* EXERCISE DESCRIPTION *
Please find the lines in the entries below that contain the word "main", and copy each one.

(Stored data entries)
* * * * *
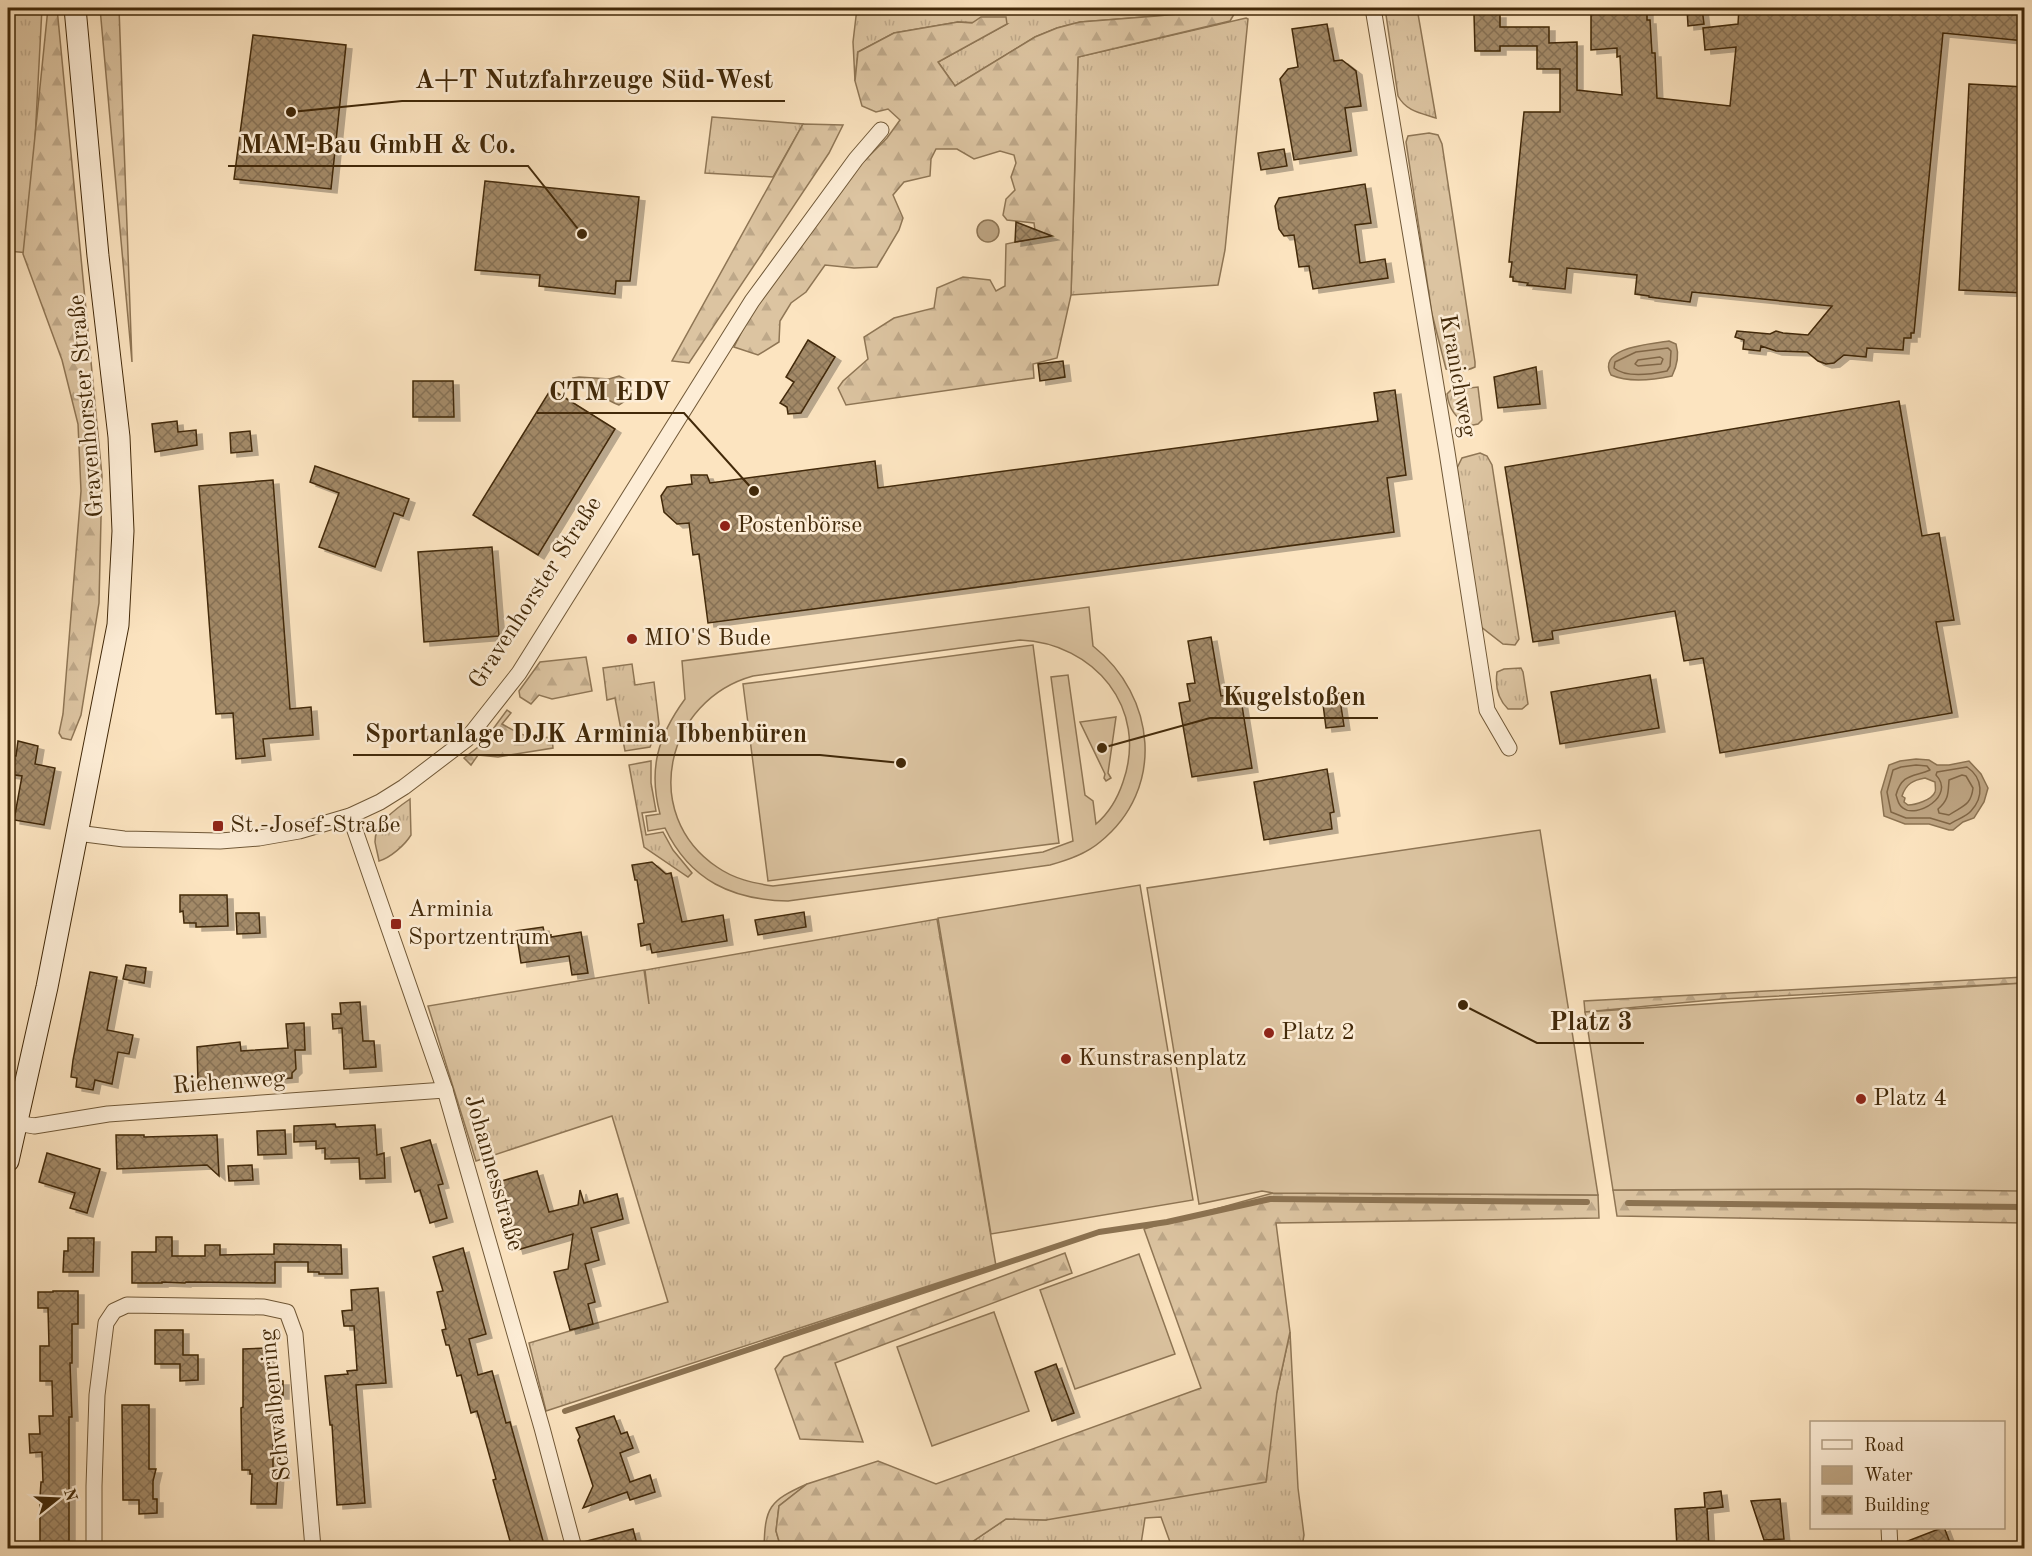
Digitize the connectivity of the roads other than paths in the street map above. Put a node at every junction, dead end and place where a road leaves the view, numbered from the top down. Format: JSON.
{"nodes":[{"id":1,"x":75,"y":8,"type":"edge"},
{"id":2,"x":1373,"y":8,"type":"edge"},
{"id":3,"x":880,"y":130,"type":"dead end"},
{"id":4,"x":1509,"y":748,"type":"dead end"},
{"id":5,"x":350,"y":816,"type":"junction"},
{"id":6,"x":76,"y":833,"type":"junction"},
{"id":7,"x":445,"y":1090,"type":"junction"},
{"id":8,"x":17,"y":1124,"type":"junction"},
{"id":9,"x":8,"y":1161,"type":"edge"},
{"id":10,"x":1889,"y":1529,"type":"edge"},
{"id":11,"x":94,"y":1548,"type":"edge"},
{"id":12,"x":313,"y":1548,"type":"edge"},
{"id":13,"x":574,"y":1548,"type":"edge"},
{"id":14,"x":1890,"y":1548,"type":"edge"}],
"edges":[{"from":1,"to":6,"type":"main road","name":"Gravenhorster Straße"},
{"from":2,"to":4,"type":"street","name":"Kranichweg"},
{"from":3,"to":5,"type":"street","name":"Gravenhorster Straße"},
{"from":5,"to":6,"type":"street","name":"Gravenhorster Straße"},
{"from":5,"to":7,"type":"street","name":"Johannesstraße"},
{"from":6,"to":8,"type":"main road","name":"Gravenhorster Straße"},
{"from":7,"to":8,"type":"street","name":"Riehenweg"},
{"from":7,"to":13,"type":"street","name":"Johannesstraße"},
{"from":8,"to":9,"type":"main road","name":"Gravenhorster Straße"},
{"from":10,"to":14,"type":"street"},
{"from":11,"to":12,"type":"street","name":"Schwalbenring"}]}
* * * * *
* EXERCISE OUTPUT *
"edges":[{"from":1,"to":6,"type":"main road","name":"Gravenhorster Straße"},
{"from":6,"to":8,"type":"main road","name":"Gravenhorster Straße"},
{"from":8,"to":9,"type":"main road","name":"Gravenhorster Straße"},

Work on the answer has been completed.